2) Literary value – I love my monthly comics. Scott Snyder and Greg Capullo’s Batman is a constant favorite alongside Jason Aaron’s Thor: God of Thunder, and while there are themes and ideas worth study, I don’t know that I can make the case for them over standard curriculum novels. Also, given the serial nature of Batman and Thor, it’s hard to give students a complete story that doesn’t require reading something before or after.

3) Appropriate content – Perhaps the most difficult part of selecting a comic text for students is finding one without inappropriate content. Yes, I realize that most students are watching movies and television shows that as bad as or worse than any comic that I’d teach in class, but I still have to be careful because there are those parents who are just itching to object to a text. Given that comics are already viewed as being less than literary-worthy already, it makes the task of finding an appropriate text all the more difficult. Also, while I am incredibly liberal in what I read, I can’t do the same with what I present to my students, so I lean towards caution more than anything else.

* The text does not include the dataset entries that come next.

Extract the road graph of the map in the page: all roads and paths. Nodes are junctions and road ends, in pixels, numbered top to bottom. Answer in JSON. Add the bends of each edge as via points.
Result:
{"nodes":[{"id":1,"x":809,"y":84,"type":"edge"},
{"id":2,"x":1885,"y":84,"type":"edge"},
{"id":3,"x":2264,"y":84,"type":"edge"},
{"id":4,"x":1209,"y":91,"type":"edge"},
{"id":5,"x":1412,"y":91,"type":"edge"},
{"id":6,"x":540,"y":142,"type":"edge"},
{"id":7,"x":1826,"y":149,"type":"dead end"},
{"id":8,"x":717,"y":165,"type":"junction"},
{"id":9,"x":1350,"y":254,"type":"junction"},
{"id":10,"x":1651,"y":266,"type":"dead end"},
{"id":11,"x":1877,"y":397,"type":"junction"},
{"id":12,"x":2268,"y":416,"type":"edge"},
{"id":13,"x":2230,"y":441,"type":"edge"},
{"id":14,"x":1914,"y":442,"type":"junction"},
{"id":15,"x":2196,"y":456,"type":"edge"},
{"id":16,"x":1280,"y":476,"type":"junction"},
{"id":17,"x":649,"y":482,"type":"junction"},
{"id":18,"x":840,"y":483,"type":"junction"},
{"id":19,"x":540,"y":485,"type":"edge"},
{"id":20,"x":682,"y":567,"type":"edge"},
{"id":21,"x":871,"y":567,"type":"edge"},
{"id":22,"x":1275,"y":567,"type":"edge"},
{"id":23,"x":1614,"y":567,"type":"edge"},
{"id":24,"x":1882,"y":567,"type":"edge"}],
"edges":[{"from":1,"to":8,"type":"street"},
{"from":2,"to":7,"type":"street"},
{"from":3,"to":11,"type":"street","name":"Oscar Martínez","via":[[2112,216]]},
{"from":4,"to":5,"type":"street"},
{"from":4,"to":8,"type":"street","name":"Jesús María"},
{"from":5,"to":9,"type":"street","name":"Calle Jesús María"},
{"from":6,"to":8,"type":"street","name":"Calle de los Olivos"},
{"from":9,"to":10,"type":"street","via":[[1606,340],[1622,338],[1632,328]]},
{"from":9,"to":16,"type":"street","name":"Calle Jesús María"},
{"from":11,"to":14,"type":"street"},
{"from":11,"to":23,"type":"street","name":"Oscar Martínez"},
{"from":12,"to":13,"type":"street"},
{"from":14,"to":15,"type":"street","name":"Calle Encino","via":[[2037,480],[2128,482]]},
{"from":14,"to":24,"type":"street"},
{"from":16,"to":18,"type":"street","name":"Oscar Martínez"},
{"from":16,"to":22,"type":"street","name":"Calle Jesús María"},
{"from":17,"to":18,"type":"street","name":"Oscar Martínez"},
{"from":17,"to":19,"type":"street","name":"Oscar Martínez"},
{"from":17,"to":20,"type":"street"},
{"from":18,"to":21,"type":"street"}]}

These three obstacles are difficult because a text must meet all of the requirements for consideration. Grant Morrison’s New X-Men is worthy of study and doesn’t feature any inappropriate content that I can immediately think of, but given how long his tenure was on the title, it’s impossible to make it cost-effective. And the most relatable and literary worthy story (“Riot at Xavier’s”) unfortunately loses its punch taken outside of the run.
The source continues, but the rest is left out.